Count how many lines of the data include the string "turn", then say that number and stop.

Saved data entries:

====

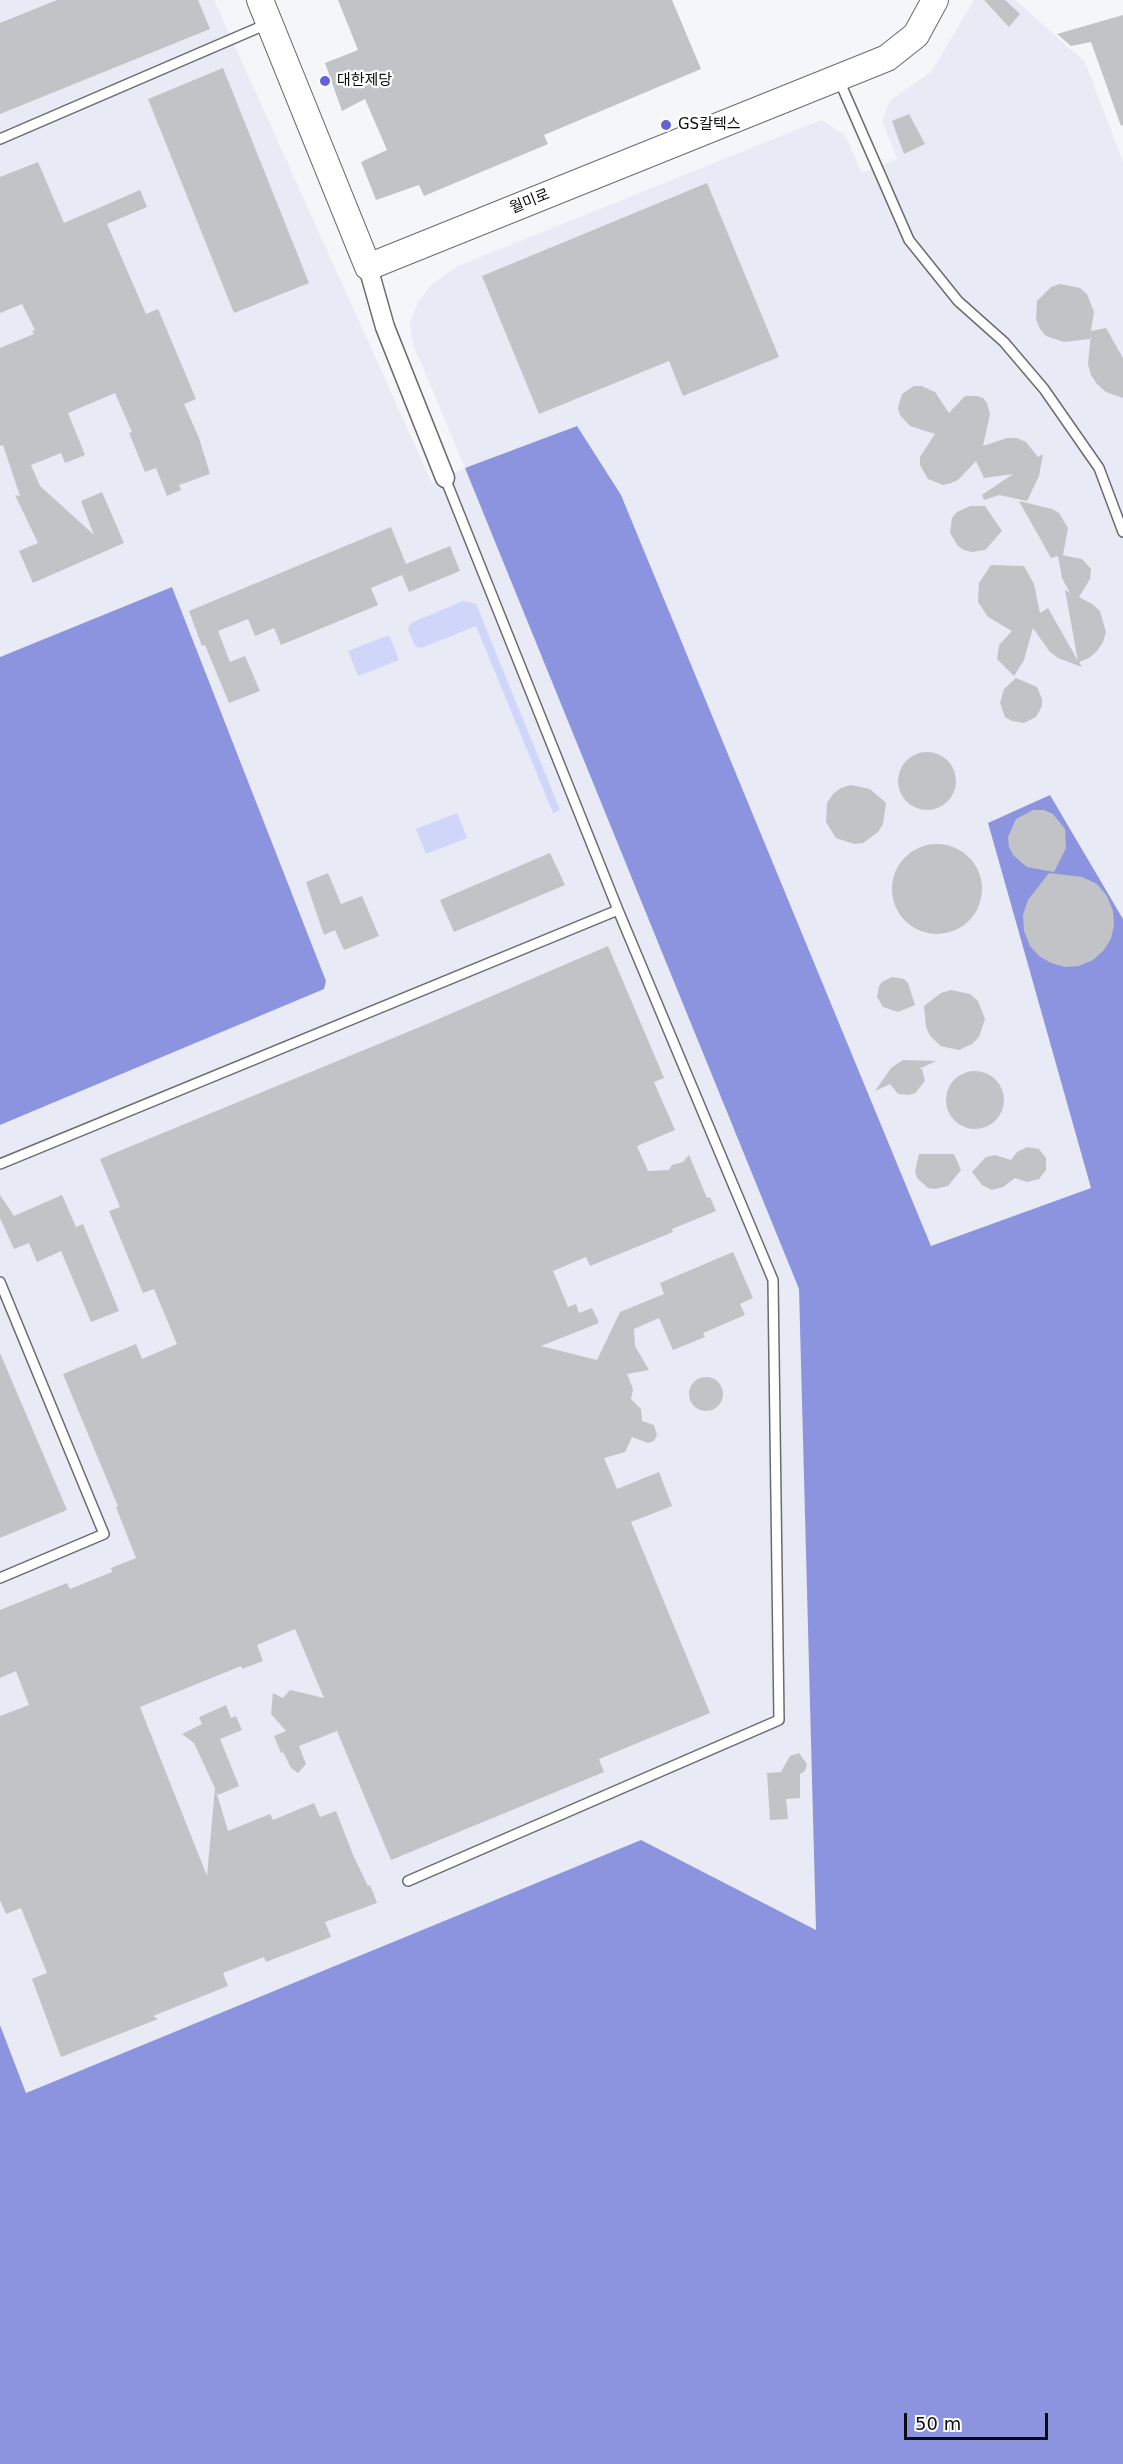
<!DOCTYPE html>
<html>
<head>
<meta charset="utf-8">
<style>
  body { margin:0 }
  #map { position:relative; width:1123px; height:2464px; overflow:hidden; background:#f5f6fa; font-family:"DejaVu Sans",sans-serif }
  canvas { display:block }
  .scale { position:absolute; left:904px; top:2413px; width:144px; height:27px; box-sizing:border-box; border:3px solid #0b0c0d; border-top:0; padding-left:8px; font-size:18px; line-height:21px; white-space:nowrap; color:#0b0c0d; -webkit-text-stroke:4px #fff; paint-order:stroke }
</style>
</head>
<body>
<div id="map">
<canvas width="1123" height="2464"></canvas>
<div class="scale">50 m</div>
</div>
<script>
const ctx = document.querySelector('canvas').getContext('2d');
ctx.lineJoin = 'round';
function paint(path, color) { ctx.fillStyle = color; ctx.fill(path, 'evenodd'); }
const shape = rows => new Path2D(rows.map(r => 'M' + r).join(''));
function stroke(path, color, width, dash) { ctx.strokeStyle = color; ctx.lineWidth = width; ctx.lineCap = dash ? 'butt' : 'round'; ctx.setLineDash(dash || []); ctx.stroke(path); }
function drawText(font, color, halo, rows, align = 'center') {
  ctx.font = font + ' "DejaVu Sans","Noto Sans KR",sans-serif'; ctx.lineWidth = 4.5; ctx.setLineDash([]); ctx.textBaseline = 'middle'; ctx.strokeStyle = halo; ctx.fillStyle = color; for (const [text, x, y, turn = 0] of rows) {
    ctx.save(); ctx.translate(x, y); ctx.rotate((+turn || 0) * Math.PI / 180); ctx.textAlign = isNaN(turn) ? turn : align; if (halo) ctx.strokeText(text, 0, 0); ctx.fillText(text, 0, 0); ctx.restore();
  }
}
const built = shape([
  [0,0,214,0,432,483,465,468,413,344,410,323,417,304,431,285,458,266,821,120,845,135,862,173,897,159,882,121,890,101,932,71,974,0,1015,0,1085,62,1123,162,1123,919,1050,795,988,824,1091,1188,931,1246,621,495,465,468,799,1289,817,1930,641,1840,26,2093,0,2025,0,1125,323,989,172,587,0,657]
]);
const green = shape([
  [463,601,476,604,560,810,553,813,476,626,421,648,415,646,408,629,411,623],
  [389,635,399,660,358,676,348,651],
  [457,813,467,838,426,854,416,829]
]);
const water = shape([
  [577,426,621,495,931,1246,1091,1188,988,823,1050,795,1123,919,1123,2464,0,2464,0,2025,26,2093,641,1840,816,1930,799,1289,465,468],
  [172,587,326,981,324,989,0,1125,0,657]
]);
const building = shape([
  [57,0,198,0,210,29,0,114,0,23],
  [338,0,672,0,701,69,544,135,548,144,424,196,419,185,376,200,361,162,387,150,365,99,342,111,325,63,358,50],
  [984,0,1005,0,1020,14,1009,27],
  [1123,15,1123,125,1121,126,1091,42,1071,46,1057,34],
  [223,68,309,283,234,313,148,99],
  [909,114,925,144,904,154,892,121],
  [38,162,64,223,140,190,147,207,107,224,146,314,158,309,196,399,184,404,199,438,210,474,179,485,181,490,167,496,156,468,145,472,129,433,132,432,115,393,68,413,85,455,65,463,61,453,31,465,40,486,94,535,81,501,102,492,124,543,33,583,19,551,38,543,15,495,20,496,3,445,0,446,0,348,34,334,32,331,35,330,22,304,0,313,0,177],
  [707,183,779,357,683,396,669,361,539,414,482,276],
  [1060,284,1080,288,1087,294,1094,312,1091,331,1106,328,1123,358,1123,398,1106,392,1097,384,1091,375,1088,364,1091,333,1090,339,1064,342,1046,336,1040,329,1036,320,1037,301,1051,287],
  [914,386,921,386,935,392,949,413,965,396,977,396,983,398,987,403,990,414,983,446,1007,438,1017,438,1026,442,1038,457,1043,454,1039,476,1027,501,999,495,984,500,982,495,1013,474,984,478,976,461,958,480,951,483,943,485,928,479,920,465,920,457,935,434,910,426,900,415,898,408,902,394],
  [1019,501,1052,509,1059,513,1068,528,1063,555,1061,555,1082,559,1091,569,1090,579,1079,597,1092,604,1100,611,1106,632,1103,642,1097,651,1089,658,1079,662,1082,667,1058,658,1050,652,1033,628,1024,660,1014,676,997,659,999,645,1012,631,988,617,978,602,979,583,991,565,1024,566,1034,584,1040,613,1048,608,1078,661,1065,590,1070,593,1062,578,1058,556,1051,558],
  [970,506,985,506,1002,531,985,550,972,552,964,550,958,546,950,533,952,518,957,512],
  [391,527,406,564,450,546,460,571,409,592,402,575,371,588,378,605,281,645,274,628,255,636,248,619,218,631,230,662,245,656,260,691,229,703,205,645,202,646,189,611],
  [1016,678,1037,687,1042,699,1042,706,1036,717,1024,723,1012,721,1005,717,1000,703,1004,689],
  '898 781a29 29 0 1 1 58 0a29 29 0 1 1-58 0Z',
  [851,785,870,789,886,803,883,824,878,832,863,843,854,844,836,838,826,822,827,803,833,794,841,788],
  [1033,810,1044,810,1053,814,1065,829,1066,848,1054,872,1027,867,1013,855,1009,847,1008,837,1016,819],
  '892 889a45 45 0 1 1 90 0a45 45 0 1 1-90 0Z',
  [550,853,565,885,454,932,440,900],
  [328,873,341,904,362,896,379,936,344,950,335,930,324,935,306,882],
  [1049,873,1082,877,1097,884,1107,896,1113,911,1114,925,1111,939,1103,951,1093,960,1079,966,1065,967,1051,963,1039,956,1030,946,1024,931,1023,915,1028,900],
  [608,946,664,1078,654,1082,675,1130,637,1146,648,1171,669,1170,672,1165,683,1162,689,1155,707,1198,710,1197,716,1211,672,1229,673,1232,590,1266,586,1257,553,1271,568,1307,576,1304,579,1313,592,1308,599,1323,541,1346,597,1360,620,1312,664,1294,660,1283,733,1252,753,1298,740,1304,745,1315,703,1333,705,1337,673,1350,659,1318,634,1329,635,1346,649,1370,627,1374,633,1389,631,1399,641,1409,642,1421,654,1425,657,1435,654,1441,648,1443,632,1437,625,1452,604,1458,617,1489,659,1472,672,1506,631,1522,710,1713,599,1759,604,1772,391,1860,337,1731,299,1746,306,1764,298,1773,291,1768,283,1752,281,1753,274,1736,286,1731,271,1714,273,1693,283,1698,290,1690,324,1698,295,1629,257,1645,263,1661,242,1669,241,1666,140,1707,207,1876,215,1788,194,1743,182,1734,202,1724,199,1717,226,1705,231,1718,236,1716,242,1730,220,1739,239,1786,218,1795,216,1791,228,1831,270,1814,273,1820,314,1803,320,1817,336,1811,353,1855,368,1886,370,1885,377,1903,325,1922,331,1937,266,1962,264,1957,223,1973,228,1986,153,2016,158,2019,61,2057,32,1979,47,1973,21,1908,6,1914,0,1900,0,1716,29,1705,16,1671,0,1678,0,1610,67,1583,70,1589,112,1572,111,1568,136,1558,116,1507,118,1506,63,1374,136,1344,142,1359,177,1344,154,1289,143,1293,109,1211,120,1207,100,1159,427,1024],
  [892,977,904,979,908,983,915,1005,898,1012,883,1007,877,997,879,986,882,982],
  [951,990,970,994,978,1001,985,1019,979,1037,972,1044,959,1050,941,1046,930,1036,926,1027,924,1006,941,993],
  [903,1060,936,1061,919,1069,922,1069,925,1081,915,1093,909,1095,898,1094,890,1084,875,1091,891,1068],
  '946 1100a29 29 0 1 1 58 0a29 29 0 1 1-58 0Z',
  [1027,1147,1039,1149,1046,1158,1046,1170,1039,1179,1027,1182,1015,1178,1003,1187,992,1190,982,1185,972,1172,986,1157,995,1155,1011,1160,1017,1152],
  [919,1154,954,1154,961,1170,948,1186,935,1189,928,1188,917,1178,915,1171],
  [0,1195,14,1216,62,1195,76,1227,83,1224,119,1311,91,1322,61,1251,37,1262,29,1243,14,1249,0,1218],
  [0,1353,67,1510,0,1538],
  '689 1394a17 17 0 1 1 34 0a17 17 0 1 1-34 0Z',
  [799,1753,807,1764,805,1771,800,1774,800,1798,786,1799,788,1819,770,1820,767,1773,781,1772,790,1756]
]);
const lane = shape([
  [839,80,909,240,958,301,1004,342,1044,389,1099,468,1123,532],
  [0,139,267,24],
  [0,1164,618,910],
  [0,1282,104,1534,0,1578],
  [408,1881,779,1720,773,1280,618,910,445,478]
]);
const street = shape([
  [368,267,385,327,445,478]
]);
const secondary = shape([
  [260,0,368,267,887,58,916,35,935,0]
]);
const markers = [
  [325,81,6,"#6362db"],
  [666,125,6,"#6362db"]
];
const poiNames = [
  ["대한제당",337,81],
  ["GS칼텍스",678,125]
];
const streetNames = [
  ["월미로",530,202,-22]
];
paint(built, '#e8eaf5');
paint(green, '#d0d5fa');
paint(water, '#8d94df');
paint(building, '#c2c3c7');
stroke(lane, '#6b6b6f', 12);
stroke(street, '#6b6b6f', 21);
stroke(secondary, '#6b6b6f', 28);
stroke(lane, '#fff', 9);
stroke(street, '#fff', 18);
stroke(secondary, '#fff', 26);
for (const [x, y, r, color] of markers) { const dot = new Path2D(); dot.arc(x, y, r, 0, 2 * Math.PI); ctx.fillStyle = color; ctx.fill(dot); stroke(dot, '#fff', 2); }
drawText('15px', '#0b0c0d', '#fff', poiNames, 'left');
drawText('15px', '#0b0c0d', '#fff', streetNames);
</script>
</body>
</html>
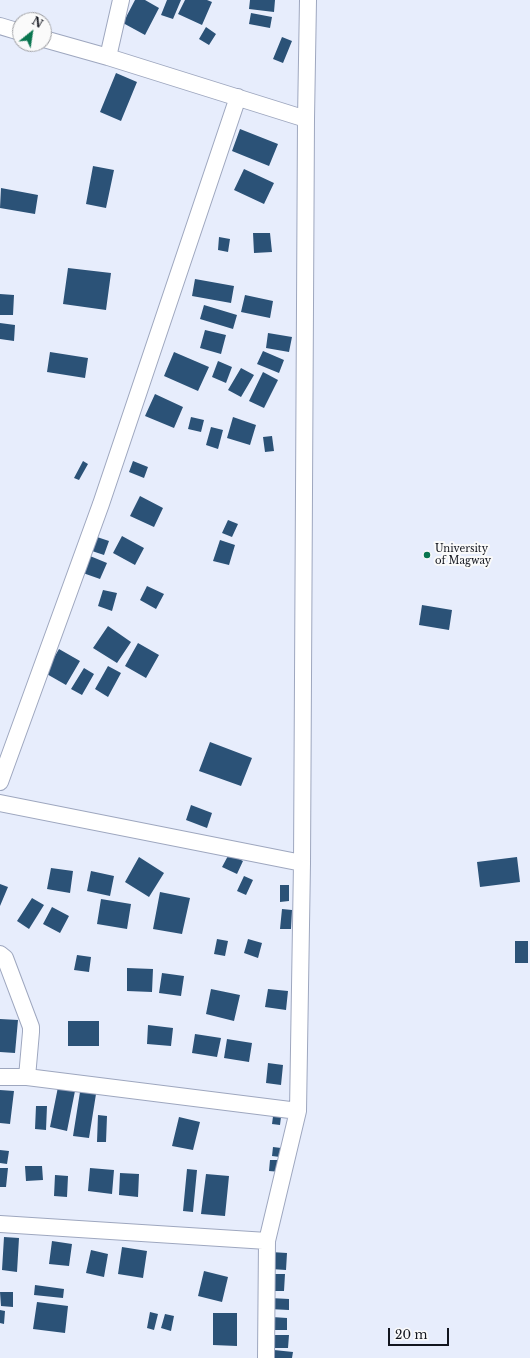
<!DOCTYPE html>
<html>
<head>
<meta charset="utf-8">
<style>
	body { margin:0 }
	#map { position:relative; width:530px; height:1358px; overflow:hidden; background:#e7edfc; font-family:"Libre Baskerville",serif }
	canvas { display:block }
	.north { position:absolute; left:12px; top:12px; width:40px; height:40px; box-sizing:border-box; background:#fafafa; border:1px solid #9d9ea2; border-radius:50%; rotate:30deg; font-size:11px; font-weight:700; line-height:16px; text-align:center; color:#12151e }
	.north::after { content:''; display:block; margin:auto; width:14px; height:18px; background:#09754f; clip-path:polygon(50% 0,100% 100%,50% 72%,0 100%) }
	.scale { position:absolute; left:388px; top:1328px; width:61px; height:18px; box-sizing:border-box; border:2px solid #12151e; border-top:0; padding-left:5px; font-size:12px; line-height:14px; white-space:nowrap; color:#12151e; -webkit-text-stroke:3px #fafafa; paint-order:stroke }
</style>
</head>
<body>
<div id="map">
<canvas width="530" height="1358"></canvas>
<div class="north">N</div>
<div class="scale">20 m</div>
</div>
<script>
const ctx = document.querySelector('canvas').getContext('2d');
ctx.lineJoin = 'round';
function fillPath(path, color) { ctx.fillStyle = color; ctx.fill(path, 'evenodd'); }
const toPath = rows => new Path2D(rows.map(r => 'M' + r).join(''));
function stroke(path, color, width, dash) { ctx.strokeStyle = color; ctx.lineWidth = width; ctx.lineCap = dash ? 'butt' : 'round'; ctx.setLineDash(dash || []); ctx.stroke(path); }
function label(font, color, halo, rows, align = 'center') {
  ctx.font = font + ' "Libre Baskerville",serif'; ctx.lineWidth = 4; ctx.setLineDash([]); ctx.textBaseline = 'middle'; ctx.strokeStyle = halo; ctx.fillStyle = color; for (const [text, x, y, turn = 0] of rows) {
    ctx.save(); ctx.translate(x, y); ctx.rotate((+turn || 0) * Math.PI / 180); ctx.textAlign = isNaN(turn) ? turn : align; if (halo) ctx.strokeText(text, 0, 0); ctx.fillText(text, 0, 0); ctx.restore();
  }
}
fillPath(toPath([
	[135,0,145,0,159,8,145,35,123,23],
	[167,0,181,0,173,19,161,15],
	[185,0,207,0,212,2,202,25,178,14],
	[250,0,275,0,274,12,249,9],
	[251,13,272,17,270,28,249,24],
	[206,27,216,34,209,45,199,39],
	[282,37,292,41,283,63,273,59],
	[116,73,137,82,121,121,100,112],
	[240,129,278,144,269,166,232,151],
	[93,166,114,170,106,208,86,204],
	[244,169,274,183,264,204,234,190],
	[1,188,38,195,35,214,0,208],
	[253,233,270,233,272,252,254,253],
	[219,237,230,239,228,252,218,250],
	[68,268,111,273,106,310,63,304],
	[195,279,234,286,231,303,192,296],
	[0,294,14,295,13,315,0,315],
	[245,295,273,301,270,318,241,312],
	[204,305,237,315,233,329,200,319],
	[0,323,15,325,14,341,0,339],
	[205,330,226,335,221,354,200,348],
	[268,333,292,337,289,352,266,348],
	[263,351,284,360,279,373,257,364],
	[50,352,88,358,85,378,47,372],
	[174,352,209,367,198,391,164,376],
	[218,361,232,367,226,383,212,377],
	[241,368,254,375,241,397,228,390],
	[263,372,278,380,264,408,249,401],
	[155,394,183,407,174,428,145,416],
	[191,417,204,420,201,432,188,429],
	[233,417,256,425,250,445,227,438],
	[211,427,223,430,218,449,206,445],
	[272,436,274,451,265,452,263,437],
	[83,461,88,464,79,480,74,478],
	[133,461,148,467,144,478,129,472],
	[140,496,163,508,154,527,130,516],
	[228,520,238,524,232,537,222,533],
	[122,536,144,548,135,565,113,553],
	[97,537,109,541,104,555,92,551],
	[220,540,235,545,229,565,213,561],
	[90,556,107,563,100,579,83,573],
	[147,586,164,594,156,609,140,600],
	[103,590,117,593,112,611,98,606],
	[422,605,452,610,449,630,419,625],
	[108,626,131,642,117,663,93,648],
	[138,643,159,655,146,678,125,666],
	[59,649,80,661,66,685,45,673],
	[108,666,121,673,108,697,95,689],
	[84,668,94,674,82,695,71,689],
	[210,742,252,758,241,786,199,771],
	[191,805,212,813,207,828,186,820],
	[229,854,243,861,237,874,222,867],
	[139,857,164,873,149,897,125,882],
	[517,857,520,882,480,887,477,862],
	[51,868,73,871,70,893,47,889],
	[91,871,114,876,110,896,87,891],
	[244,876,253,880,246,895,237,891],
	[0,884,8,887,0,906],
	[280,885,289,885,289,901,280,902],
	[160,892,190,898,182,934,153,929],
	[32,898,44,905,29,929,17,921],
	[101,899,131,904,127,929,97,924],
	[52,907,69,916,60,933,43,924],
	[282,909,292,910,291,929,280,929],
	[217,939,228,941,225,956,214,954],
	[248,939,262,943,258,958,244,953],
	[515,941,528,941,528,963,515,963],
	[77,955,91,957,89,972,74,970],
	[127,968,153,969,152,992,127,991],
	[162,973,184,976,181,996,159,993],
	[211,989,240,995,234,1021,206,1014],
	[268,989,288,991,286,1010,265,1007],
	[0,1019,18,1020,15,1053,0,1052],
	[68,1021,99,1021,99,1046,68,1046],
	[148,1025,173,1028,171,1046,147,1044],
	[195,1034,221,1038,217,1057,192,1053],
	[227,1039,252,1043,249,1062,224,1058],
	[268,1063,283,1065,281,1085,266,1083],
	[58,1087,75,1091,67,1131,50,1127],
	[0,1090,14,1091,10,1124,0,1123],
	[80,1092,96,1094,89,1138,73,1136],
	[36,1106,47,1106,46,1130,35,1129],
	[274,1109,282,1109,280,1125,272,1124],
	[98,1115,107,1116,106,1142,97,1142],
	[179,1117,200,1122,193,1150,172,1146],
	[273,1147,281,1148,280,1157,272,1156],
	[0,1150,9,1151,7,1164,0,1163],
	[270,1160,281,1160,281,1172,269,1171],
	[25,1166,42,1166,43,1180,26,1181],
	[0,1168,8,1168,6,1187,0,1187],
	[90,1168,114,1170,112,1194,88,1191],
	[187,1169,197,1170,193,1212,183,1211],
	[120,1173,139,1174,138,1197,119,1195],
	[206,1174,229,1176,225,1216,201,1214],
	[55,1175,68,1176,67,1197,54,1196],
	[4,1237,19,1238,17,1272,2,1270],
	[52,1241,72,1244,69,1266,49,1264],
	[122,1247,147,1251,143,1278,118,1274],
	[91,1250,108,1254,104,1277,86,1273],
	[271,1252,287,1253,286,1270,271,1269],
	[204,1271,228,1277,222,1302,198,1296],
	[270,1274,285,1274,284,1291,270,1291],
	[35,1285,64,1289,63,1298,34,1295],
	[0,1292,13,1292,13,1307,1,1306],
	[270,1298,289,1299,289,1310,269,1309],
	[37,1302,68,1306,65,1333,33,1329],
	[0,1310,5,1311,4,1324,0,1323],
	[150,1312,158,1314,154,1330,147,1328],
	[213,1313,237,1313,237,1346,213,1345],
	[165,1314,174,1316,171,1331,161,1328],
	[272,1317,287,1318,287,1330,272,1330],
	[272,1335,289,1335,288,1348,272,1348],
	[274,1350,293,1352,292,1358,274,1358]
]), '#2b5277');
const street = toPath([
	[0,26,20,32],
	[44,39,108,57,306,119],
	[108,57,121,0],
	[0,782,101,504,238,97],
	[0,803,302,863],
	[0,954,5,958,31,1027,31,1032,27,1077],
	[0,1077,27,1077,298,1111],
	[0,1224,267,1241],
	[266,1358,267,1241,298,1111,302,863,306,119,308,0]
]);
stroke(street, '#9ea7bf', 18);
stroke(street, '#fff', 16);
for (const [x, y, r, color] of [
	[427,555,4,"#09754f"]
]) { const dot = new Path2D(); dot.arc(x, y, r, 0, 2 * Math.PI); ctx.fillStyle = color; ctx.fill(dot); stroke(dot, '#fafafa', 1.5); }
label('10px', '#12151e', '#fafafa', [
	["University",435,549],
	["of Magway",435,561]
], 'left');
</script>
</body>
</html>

====

# Your response
4